▶ Exercise description
From the data below, set down exactly the lines between the one holding "ring tip: (442, 356)" and the one holding "pinky tip: (745, 421)", inclusive, and no others.

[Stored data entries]

****

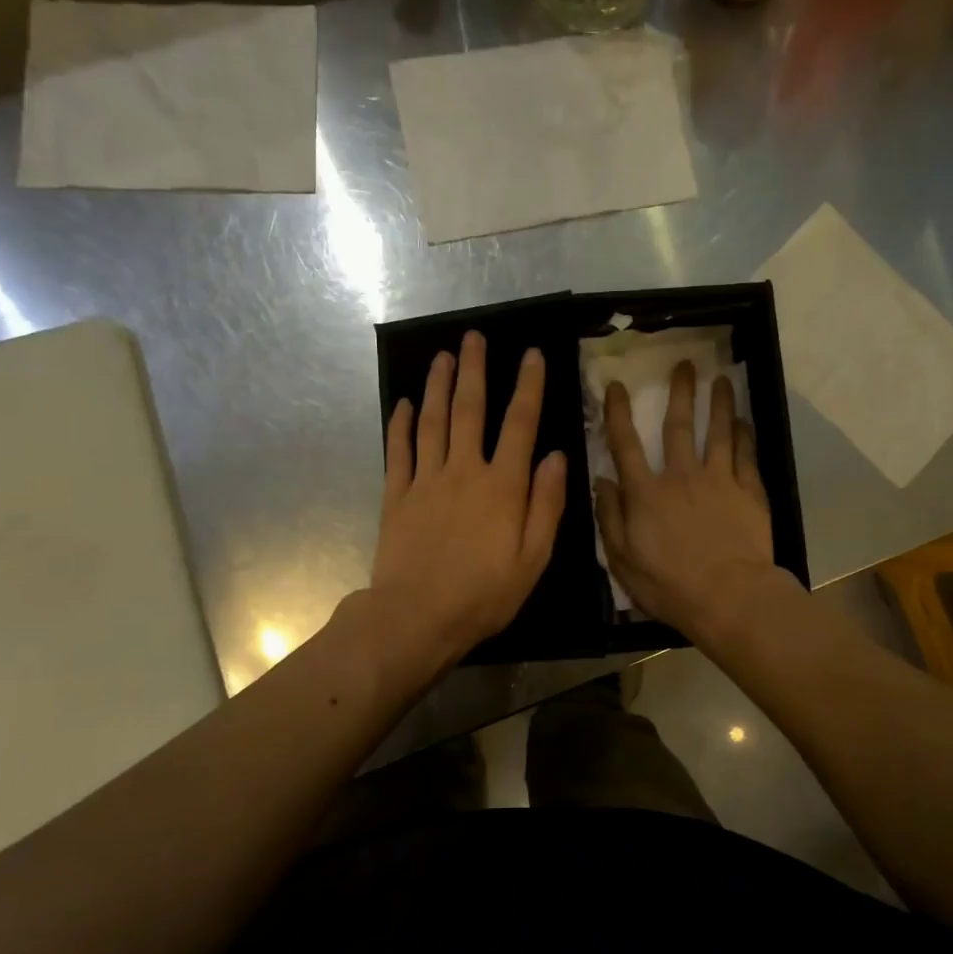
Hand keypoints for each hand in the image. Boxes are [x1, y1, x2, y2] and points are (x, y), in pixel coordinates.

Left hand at [370, 331, 567, 670]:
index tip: (531, 354)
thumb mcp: (533, 559)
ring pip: (432, 421)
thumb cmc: (484, 594)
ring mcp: (425, 480)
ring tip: (442, 356)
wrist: (417, 617)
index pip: (520, 424)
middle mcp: (464, 471)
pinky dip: (401, 424)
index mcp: (503, 486)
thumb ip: (547, 505)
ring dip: (437, 386)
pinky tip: (404, 404)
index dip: (528, 386)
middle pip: (469, 410)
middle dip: (474, 370)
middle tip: (473, 337)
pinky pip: (398, 451)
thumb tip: (556, 456)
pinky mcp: (396, 496)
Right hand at [594, 362, 779, 640]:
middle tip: (685, 363)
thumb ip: (610, 518)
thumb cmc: (668, 584)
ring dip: (719, 403)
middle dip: (680, 392)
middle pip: (679, 426)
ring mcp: (719, 481)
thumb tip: (601, 481)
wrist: (728, 596)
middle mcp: (681, 476)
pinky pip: (746, 456)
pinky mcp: (749, 492)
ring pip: (719, 432)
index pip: (626, 444)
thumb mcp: (622, 559)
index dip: (618, 413)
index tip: (617, 385)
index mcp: (646, 493)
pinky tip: (745, 421)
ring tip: (722, 379)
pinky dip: (745, 436)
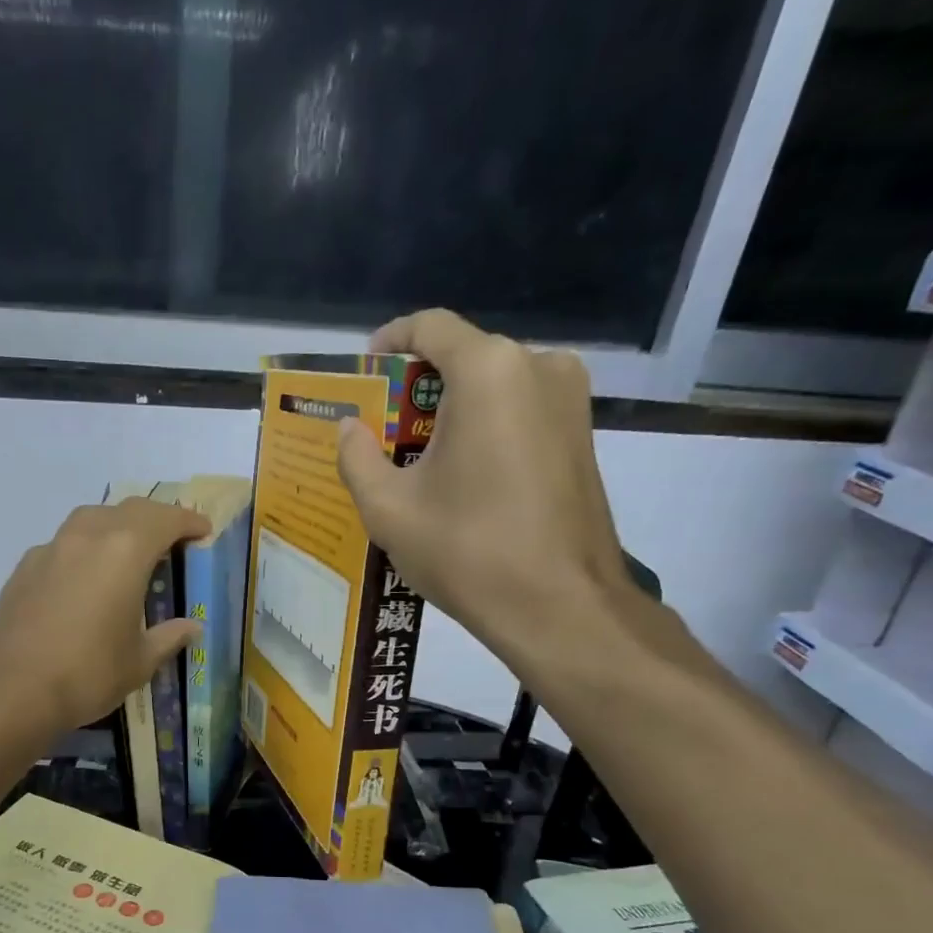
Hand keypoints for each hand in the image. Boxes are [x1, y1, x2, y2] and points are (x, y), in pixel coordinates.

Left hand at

****

▶ Exercise solution
ring tip: (442, 356)
wrist: (417, 617)
index pip: (520, 424)
middle mcp: (464, 471)
pinky dip: (401, 424)
index mcp: (503, 486)
thumb ip: (547, 505)
ring dip: (437, 386)
pinky tip: (404, 404)
index dip: (528, 386)
middle pip: (469, 410)
middle dip: (474, 370)
middle tip: (473, 337)
pinky pip: (398, 451)
thumb tip: (556, 456)
pinky mcp: (396, 496)
Right hand at [594, 362, 779, 640]:
middle tip: (685, 363)
thumb ip: (610, 518)
thumb cmc: (668, 584)
ring dip: (719, 403)
middle dip: (680, 392)
middle pip: (679, 426)
ring mcp: (719, 481)
thumb tip: (601, 481)
wrist: (728, 596)
middle mcp: (681, 476)
pinky pip: (746, 456)
pinky mcp: (749, 492)
ring pip: (719, 432)
index pip: (626, 444)
thumb mcp: (622, 559)
index dip: (618, 413)
index tip: (617, 385)
index mcp: (646, 493)
pinky tip: (745, 421)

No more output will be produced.